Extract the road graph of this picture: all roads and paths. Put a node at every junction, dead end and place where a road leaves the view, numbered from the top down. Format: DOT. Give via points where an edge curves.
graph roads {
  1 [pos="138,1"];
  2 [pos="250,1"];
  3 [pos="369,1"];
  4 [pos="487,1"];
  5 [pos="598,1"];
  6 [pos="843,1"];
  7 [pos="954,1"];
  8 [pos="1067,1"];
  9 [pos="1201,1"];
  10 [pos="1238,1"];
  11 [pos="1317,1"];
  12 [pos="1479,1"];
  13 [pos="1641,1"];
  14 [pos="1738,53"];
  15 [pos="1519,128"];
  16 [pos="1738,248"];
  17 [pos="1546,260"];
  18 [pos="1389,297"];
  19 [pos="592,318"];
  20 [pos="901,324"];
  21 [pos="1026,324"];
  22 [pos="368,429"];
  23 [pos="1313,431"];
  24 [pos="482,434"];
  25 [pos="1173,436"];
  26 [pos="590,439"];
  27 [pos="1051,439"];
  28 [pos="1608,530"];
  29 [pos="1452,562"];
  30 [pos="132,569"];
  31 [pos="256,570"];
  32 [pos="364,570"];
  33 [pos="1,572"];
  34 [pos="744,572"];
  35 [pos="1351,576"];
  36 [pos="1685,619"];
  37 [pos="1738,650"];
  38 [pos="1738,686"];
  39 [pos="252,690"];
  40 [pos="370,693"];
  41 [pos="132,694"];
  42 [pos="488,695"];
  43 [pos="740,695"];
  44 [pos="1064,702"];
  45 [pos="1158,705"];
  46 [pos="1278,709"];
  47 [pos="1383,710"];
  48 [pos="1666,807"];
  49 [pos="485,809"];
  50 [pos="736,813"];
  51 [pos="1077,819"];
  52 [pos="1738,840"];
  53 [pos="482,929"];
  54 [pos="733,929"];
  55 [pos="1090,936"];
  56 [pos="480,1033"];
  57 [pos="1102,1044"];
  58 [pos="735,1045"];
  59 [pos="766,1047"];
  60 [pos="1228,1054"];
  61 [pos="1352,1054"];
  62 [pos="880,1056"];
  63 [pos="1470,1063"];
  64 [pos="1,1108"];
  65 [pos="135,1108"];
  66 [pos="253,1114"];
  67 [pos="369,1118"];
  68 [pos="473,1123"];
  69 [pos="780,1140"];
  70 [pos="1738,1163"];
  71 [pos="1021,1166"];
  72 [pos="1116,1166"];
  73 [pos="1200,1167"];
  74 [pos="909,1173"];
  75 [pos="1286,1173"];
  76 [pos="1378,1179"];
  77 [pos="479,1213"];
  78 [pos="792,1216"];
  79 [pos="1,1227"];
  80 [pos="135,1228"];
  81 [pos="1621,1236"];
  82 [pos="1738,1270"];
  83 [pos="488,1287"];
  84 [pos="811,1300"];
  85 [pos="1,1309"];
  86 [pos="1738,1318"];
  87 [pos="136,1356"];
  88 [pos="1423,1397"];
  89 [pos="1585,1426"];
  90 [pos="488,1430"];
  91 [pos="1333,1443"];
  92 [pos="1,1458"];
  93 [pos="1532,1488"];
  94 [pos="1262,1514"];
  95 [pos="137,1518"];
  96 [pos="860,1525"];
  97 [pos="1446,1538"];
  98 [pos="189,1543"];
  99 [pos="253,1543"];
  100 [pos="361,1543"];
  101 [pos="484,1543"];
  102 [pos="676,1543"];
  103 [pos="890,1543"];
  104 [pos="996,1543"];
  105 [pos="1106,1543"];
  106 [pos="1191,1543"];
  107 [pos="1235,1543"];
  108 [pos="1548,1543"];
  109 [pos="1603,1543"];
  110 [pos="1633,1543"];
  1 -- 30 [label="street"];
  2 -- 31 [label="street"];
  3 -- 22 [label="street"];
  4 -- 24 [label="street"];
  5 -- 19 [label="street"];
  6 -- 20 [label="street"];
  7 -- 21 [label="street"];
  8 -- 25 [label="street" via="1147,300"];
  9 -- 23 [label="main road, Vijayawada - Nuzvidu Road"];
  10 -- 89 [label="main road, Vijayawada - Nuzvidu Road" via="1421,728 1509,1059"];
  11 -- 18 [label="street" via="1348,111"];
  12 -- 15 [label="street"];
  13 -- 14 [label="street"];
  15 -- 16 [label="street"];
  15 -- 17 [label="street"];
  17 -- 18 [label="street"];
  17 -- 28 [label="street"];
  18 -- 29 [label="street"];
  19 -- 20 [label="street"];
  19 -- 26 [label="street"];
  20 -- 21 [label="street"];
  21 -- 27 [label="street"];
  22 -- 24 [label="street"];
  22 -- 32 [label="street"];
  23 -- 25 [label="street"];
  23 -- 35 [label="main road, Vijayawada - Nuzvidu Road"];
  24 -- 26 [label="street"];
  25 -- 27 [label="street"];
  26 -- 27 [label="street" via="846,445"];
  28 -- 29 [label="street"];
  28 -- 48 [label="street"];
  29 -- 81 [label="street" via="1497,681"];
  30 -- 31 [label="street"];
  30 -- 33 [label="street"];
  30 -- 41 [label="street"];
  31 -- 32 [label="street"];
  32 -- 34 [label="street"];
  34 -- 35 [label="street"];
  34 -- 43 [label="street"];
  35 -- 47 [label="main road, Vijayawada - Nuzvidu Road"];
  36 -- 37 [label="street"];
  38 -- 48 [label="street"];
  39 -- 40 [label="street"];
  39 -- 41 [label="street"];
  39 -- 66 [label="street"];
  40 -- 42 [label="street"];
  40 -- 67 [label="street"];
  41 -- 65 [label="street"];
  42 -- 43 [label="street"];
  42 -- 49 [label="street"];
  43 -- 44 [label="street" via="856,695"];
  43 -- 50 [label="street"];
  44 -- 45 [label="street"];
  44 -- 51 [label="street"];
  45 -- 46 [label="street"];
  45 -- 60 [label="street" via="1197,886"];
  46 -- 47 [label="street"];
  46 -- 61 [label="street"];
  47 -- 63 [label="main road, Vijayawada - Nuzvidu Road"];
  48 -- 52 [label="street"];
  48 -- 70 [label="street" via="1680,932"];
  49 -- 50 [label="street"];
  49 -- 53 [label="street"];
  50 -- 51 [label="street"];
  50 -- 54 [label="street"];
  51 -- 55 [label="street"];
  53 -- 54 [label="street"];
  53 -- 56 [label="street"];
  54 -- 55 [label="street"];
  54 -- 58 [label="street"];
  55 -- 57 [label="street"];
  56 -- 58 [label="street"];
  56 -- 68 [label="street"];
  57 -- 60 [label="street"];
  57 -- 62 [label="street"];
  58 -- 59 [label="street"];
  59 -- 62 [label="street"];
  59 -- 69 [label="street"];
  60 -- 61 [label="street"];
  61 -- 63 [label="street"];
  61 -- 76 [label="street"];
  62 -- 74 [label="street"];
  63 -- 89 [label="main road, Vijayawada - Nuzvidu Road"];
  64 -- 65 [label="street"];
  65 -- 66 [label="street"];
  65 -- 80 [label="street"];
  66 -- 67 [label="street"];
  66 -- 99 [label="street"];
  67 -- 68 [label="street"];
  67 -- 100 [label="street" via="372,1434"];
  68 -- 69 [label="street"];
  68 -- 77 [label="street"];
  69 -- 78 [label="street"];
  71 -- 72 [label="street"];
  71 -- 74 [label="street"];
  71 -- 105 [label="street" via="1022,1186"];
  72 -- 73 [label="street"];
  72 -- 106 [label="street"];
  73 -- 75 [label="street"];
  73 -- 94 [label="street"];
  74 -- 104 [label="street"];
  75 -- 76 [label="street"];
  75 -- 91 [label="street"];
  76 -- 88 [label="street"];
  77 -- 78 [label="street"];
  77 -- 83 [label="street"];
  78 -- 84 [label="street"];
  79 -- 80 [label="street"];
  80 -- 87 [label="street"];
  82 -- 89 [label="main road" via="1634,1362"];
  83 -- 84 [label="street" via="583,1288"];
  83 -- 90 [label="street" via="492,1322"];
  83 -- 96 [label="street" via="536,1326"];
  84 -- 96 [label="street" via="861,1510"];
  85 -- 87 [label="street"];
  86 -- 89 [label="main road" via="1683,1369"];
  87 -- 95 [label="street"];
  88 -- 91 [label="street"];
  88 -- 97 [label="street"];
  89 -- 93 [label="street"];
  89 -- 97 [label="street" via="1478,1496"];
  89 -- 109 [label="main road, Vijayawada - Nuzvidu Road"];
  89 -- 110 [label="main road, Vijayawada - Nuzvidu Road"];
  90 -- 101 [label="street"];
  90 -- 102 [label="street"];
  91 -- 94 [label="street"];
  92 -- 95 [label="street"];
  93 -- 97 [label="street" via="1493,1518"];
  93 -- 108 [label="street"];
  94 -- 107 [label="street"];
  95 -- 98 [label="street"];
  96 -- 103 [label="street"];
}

■ **Problem details**
A single number is required: the count of lines in the material above that contain the word "roads".

■ **Task solution**
2